Negative self talk, while painful and damaging, can also be helpful and useful. It really depends on your outlook and approach.
how do I declare these negative thoughts okay when in fact they are not?
You are correct, the things you did and thoughts you had at the time will never, ever be "okay". But that's not what you're trying to accomplish here. You don't have to like or appreciate your worst thoughts and deeds (and I'd be terribly frightend if someone did manage to do so) but you do need to find a way to accept them as a reality that you cannot change, and moreover, you must not allow your mistakes to define you. It is common for a WS to begin defining themselves, to themselves, as cheaters, liars, betrayers. The thing is, that is not the entirety of who you are. Also, you need to understand that who you are, and what value you bring to this world, is largely if not entirely up to you to define, and to live.
You are ALREADY a better person today than you were when you were cheating. You are actively and purposefully working on becoming a better person. You are working on being more empathetic and caring. You are working on being an honest person, and showing your vulnerability. You've sought help, both here on SI, and via a licensed therapist. I assume a great many other things have chaged as well, perhaps your job, your friends, even family. And doing all that even when things at home are stressed, and yet you still find the energy and drive to keep working on it... that is the mark of someone who will succeed in being a better person.
So my long winded answer is, the way you learn to accept the things that have taken place, and then let them be part of your story. Not your proudest moments, no, but still, it is the truth, and it is your history. That history got you to where you are today, and it will still be part of your story 20+ years from now. Since it's in the past and you can't change it, that simply means that you don't need to expend work trying to do the impossible. You cannot make it go away.
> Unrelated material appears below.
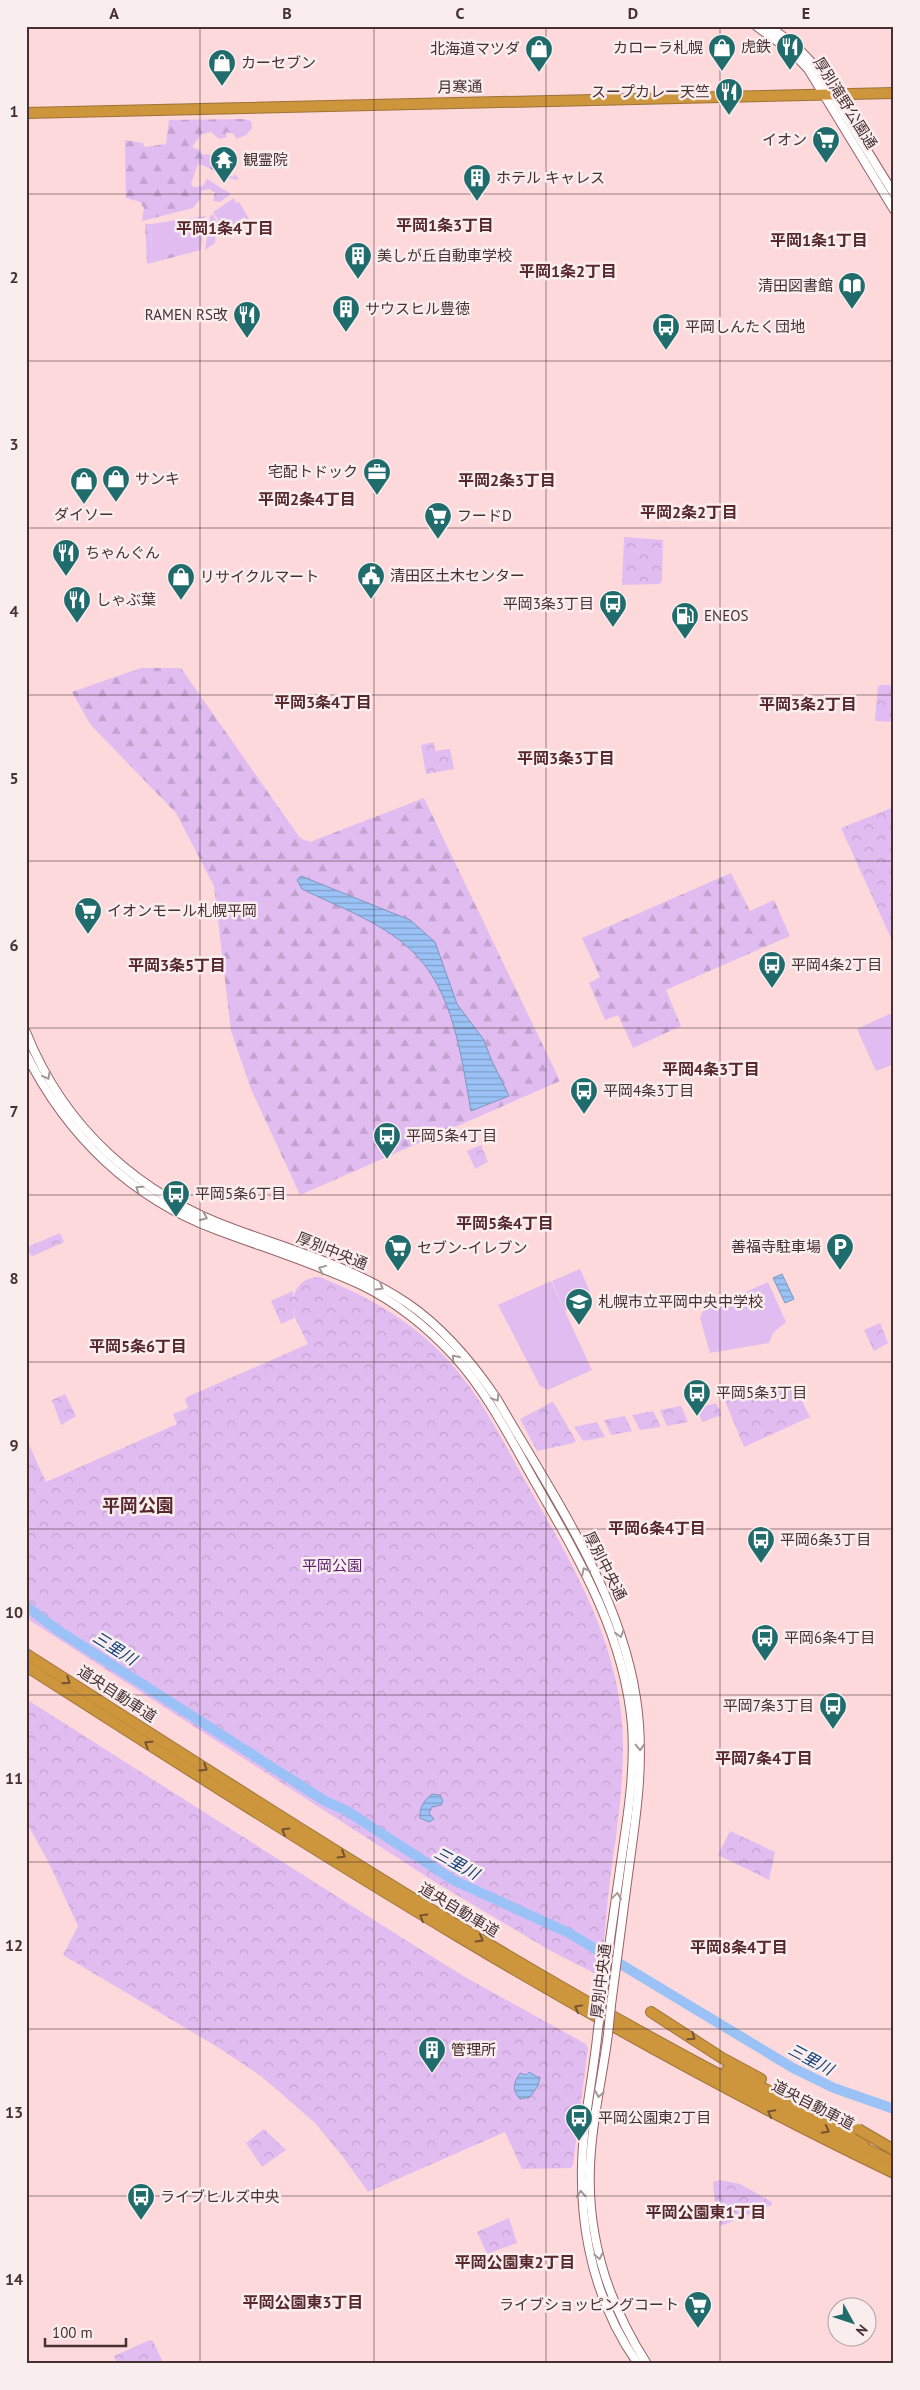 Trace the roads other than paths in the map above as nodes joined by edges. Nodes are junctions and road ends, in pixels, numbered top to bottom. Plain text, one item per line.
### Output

But you can be a better person moving forward. The very best way in the world to show how very sorry you really are is to take full culpability, and then take steps to become a better person. No one, not even the people you hurt, want to see you fail. For most BS's and family members, what they want to see is that you learned something from what you did, and grew from it. Because, until you do, let's be honest... you are still dangerous to your spouse. And they will continue to see you as dangerous, until you've proven to them that you are not. That is what you are working on now.
That seems like trying to give myself partial credit and not own who I am and how I act.
Not at all, I would agree with your therapist on this point. (I am NOT a therapist). This part takes some real courage and effort. In order to be a better person, you must first understand yourself, deeply. The things you did... why did you do them? What do you think led up to you being a person who cheated and allowed it to happen. If I went back in time and asked 5 year old you if he thought he'd grow up to be a cheater one day, what would he say? I doubt that was the plan at 5. So what happened? What made you desire someone else, what need did they fill for you, why did you have that need, and why did you not respect yourself enough to not let it happen in the first place? If you can't answer these questions then that simply means they will happen again, because nothing changes when nothing changes. So take your time, work with your IC, don't rush things, and yes, give yourself a little credit. Even if it's a pinch worth. Yeah, you fucked up. But that's over now. And the new plan needs to be the new and improved you 2.0.